Fundusz Wsparcia Kredytobiorców o wartości 600 mln zł utworzono ze składek banków mających w swoich portfelach kredyty hipoteczne. Powstał on na podstawie ustawy z października 2015 r. o wsparciu kredytobiorców znajdujących się w trudnej sytuacji finansowej, którzy zaciągnęli kredyt mieszkaniowy.
"Mamy rząd, który troszczy się o zwykłych zjadaczy chleba"
- Dla mnie jest najważniejsze, czy polska rodzina będzie mogła związać koniec z końcem bez kredytu na wyprawkę szkolną i czy będzie ją stać, żeby pojechać nad morze na wakacje - podkreślił Morawiecki. - Mamy rząd, który pierwszy raz się troszczy o zwykłych zjadaczy chleba a nie tych jeżdżących luksusowymi samochodami, takimi jak Bentley, Porsche czy inne Maserati.
Morawiecki bardzo chwalił również działalność Polskiego Funduszu Rozwoju i wymieniał kilkanaście projektów, zrealizowanych przez fundusz w ciągu 10 miesięcy. Podkreślał również zasługi PFR w repolonizacji banku Pekao.
Jakie plany ma resort na ten rok? W dalszym ciągu chce zaostrzać walkę z wyłudzeniami VAT. I, jak powtórzył Morawiecki, chce być w tym "jak Sherlock Holmes". - Choć ja sam byłem raczej w młodości fanem Robina Hooda i Janosika - powiedział.
Pomóc w uszczelnianiu systemu ma m. in. zaciąg ekspertów z rynku, którzy niedawno rozpoczęli pracę w Ministerstwie Finansów. - Oni kochają Polskę i zgodzili się pracować za mniejsze pieniądze niż zarabiali do tej pory - chwalił ich Morawiecki, odnosząc się do toczącej się dyskusji o niskich zarobkach wiceministrów.

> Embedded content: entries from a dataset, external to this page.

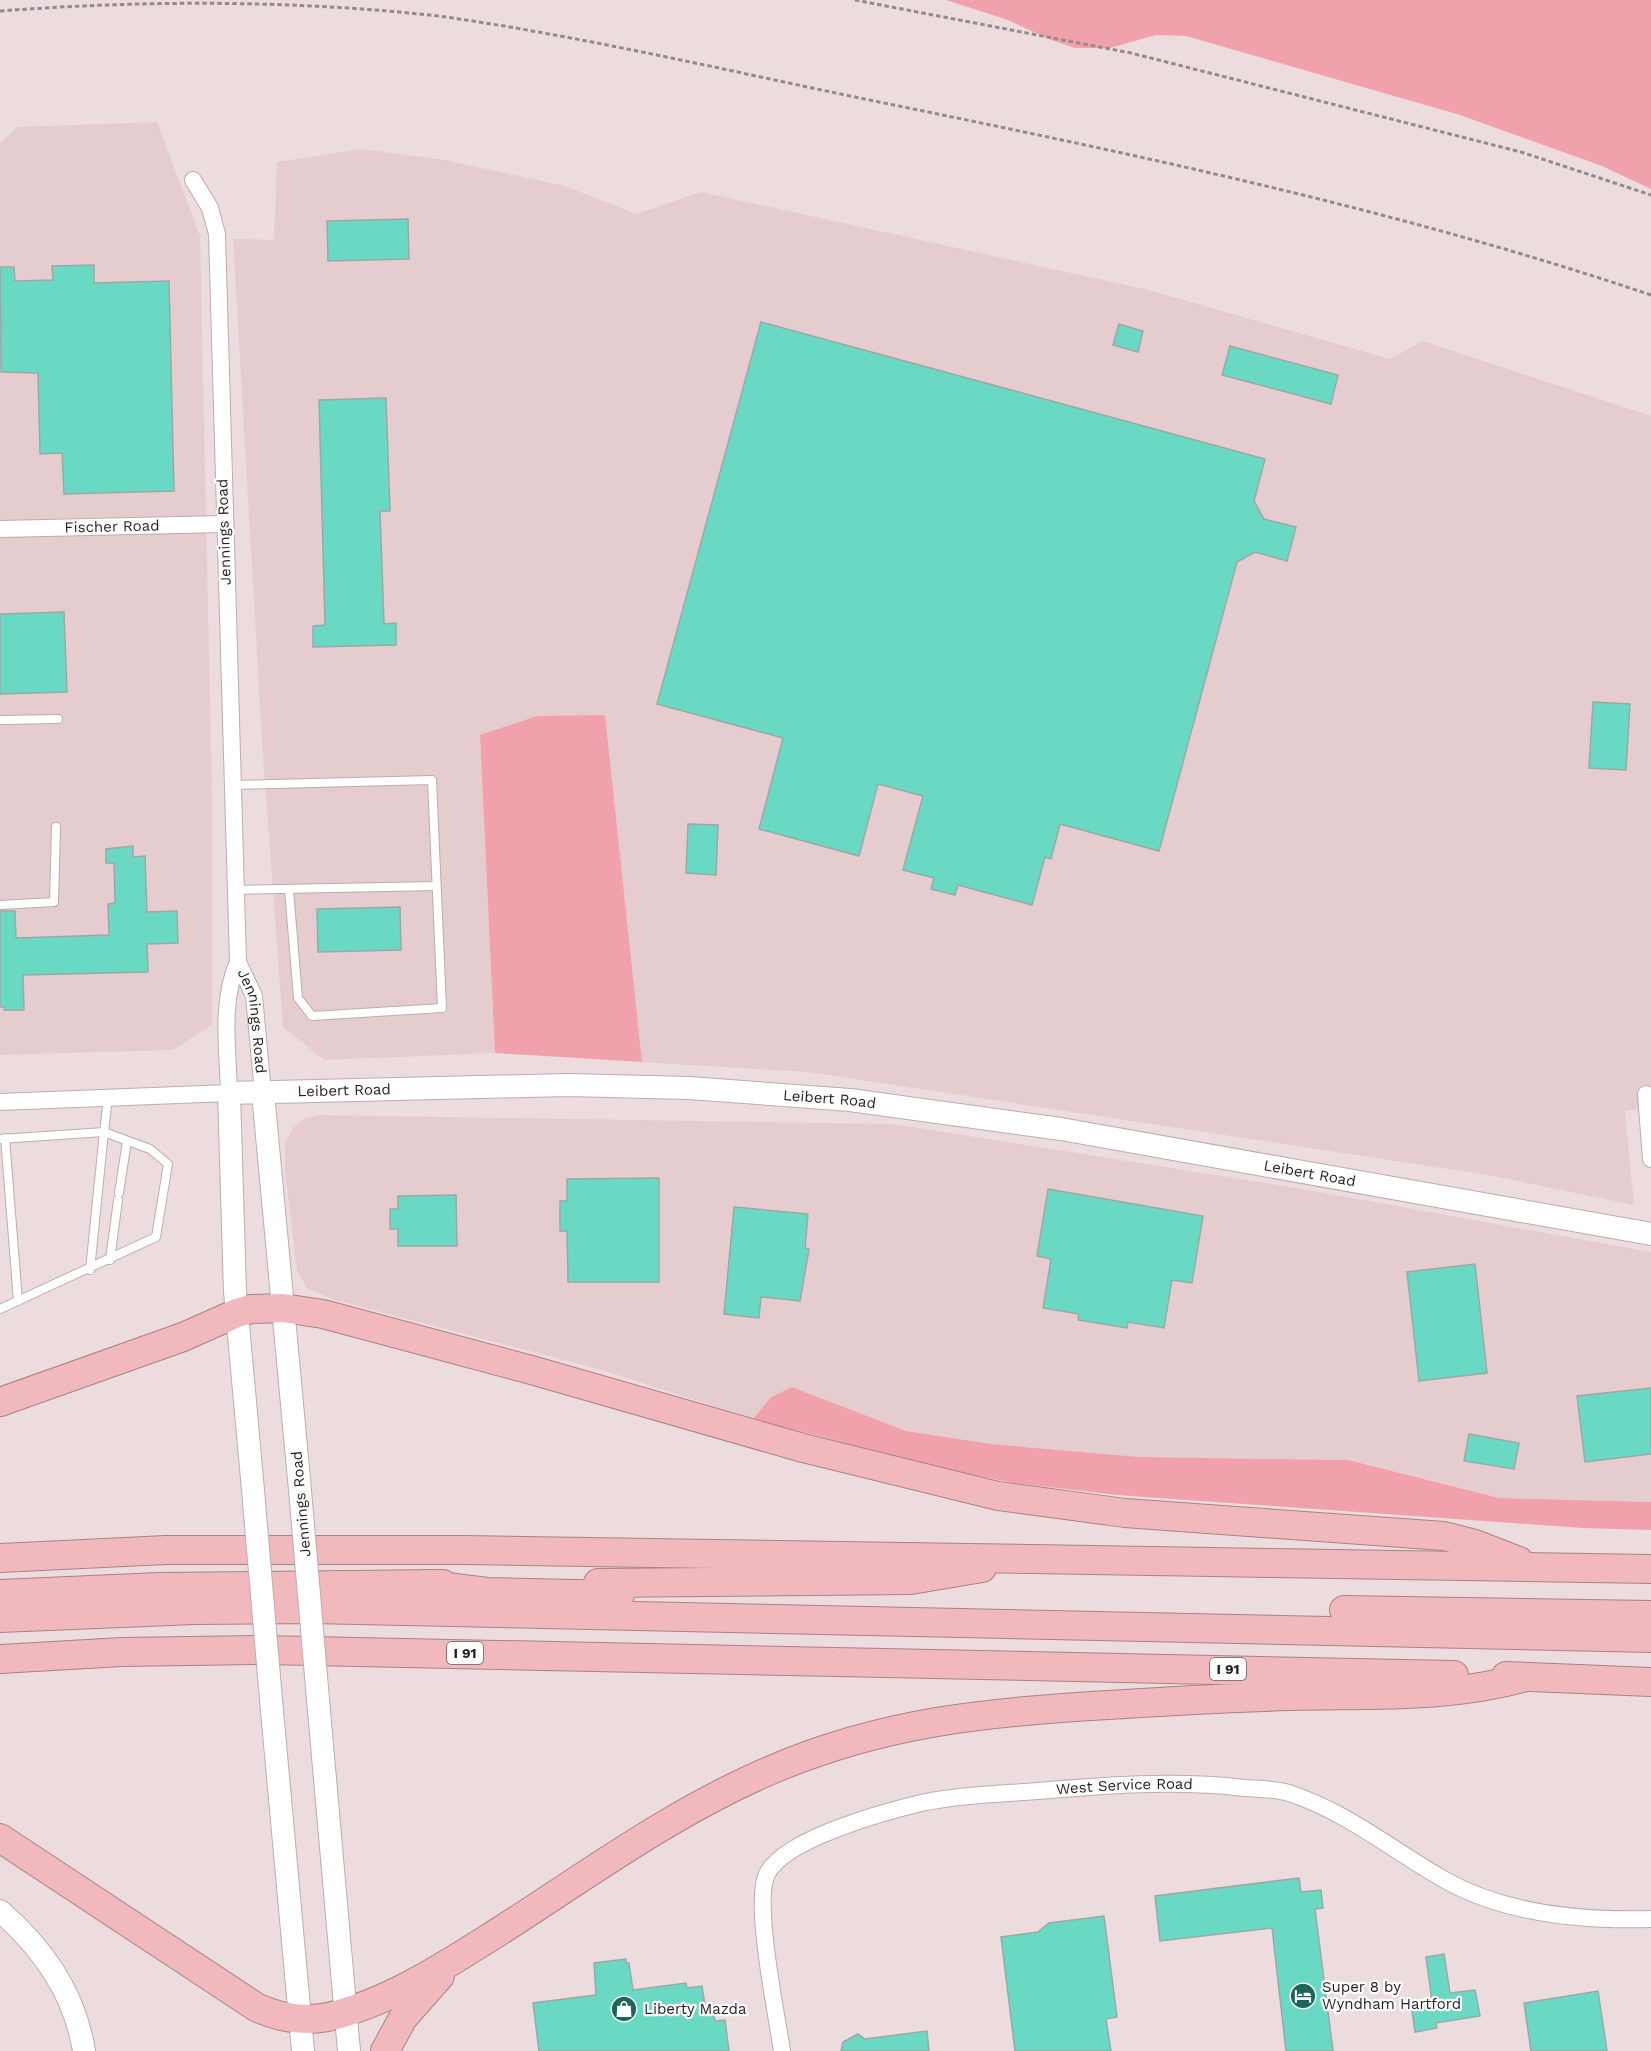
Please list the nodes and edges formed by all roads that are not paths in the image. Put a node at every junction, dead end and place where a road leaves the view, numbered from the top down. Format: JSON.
{"nodes":[{"id":1,"x":193,"y":180,"type":"dead end"},
{"id":2,"x":224,"y":524,"type":"junction"},
{"id":3,"x":0,"y":529,"type":"edge"},
{"id":4,"x":58,"y":719,"type":"dead end"},
{"id":5,"x":0,"y":720,"type":"edge"},
{"id":6,"x":231,"y":785,"type":"junction"},
{"id":7,"x":56,"y":826,"type":"dead end"},
{"id":8,"x":436,"y":886,"type":"junction"},
{"id":9,"x":235,"y":890,"type":"junction"},
{"id":10,"x":289,"y":890,"type":"junction"},
{"id":11,"x":0,"y":905,"type":"edge"},
{"id":12,"x":238,"y":962,"type":"junction"},
{"id":13,"x":263,"y":1093,"type":"junction"},
{"id":14,"x":229,"y":1094,"type":"junction"},
{"id":15,"x":1646,"y":1094,"type":"dead end"},
{"id":16,"x":108,"y":1098,"type":"junction"},
{"id":17,"x":0,"y":1102,"type":"edge"},
{"id":18,"x":104,"y":1132,"type":"junction"},
{"id":19,"x":3,"y":1139,"type":"edge"},
{"id":20,"x":127,"y":1141,"type":"junction"},
{"id":21,"x":1651,"y":1159,"type":"edge"},
{"id":22,"x":1651,"y":1234,"type":"edge"},
{"id":23,"x":110,"y":1260,"type":"junction"},
{"id":24,"x":90,"y":1270,"type":"junction"},
{"id":25,"x":18,"y":1301,"type":"junction"},
{"id":26,"x":283,"y":1308,"type":"junction"},
{"id":27,"x":0,"y":1309,"type":"edge"},
{"id":28,"x":237,"y":1312,"type":"junction"},
{"id":29,"x":0,"y":1402,"type":"edge"},
{"id":30,"x":1025,"y":1557,"type":"junction"},
{"id":31,"x":0,"y":1558,"type":"edge"},
{"id":32,"x":1535,"y":1567,"type":"junction"},
{"id":33,"x":1651,"y":1569,"type":"edge"},
{"id":34,"x":424,"y":1584,"type":"junction"},
{"id":35,"x":0,"y":1594,"type":"edge"},
{"id":36,"x":1651,"y":1616,"type":"edge"},
{"id":37,"x":0,"y":1618,"type":"edge"},
{"id":38,"x":1651,"y":1638,"type":"edge"},
{"id":39,"x":0,"y":1659,"type":"edge"},
{"id":40,"x":1526,"y":1677,"type":"junction"},
{"id":41,"x":1651,"y":1682,"type":"edge"},
{"id":42,"x":0,"y":1839,"type":"edge"},
{"id":43,"x":0,"y":1911,"type":"edge"},
{"id":44,"x":1651,"y":1919,"type":"edge"},
{"id":45,"x":464,"y":1953,"type":"junction"},
{"id":46,"x":345,"y":2012,"type":"junction"},
{"id":47,"x":300,"y":2019,"type":"junction"},
{"id":48,"x":84,"y":2051,"type":"edge"},
{"id":49,"x":303,"y":2051,"type":"edge"},
{"id":50,"x":349,"y":2051,"type":"edge"},
{"id":51,"x":385,"y":2051,"type":"edge"},
{"id":52,"x":782,"y":2051,"type":"edge"}],
"edges":[{"from":1,"to":2,"type":"street","name":"Jennings Road"},
{"from":2,"to":3,"type":"street","name":"Fischer Road"},
{"from":2,"to":6,"type":"street","name":"Jennings Road"},
{"from":4,"to":5,"type":"lane"},
{"from":6,"to":8,"type":"lane"},
{"from":6,"to":9,"type":"street","name":"Jennings Road"},
{"from":7,"to":11,"type":"lane"},
{"from":8,"to":10,"type":"lane"},
{"from":8,"to":10,"type":"lane"},
{"from":9,"to":10,"type":"lane"},
{"from":9,"to":12,"type":"street","name":"Jennings Road"},
{"from":12,"to":13,"type":"street","name":"Jennings Road"},
{"from":12,"to":14,"type":"street","name":"Jennings Road"},
{"from":13,"to":14,"type":"street","name":"Leibert Road"},
{"from":13,"to":22,"type":"street","name":"Leibert Road"},
{"from":13,"to":26,"type":"street","name":"Jennings Road"},
{"from":14,"to":16,"type":"street","name":"Leibert Road"},
{"from":14,"to":28,"type":"street","name":"Jennings Road"},
{"from":15,"to":21,"type":"street"},
{"from":16,"to":17,"type":"street","name":"Leibert Road"},
{"from":16,"to":18,"type":"lane"},
{"from":18,"to":19,"type":"lane"},
{"from":18,"to":20,"type":"lane"},
{"from":18,"to":24,"type":"lane"},
{"from":19,"to":25,"type":"lane"},
{"from":20,"to":23,"type":"lane"},
{"from":20,"to":23,"type":"lane"},
{"from":23,"to":24,"type":"lane"},
{"from":24,"to":25,"type":"lane"},
{"from":25,"to":27,"type":"lane"},
{"from":26,"to":28,"type":"highway"},
{"from":26,"to":32,"type":"highway"},
{"from":26,"to":46,"type":"street","name":"Jennings Road","bridge":true},
{"from":28,"to":29,"type":"highway"},
{"from":28,"to":47,"type":"street","name":"Jennings Road","bridge":true},
{"from":30,"to":31,"type":"highway"},
{"from":30,"to":32,"type":"highway"},
{"from":30,"to":34,"type":"highway"},
{"from":32,"to":33,"type":"highway"},
{"from":34,"to":35,"type":"highway"},
{"from":34,"to":36,"type":"highway"},
{"from":37,"to":38,"type":"highway"},
{"from":39,"to":40,"type":"highway","number":"I 91"},
{"from":40,"to":41,"type":"highway","number":"I 91"},
{"from":40,"to":45,"type":"highway"},
{"from":42,"to":47,"type":"highway"},
{"from":43,"to":48,"type":"street"},
{"from":44,"to":52,"type":"street","name":"West Service Road"},
{"from":45,"to":46,"type":"highway"},
{"from":45,"to":51,"type":"highway"},
{"from":46,"to":47,"type":"highway"},
{"from":46,"to":50,"type":"street","name":"Jennings Road"},
{"from":47,"to":49,"type":"street","name":"Jennings Road"}]}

To jednak nie jedyny cel rządu na najbliższe miesiące. - Międzynarodowe korporacje nie powinny uchylać się od podatków. Oprócz mafii VAT-owskich i przestępców chcemy się też zająć procederem transferu zysków zagranicę bez opodatkowania tego w kraju - zapowiada minister rozwoju i finansów.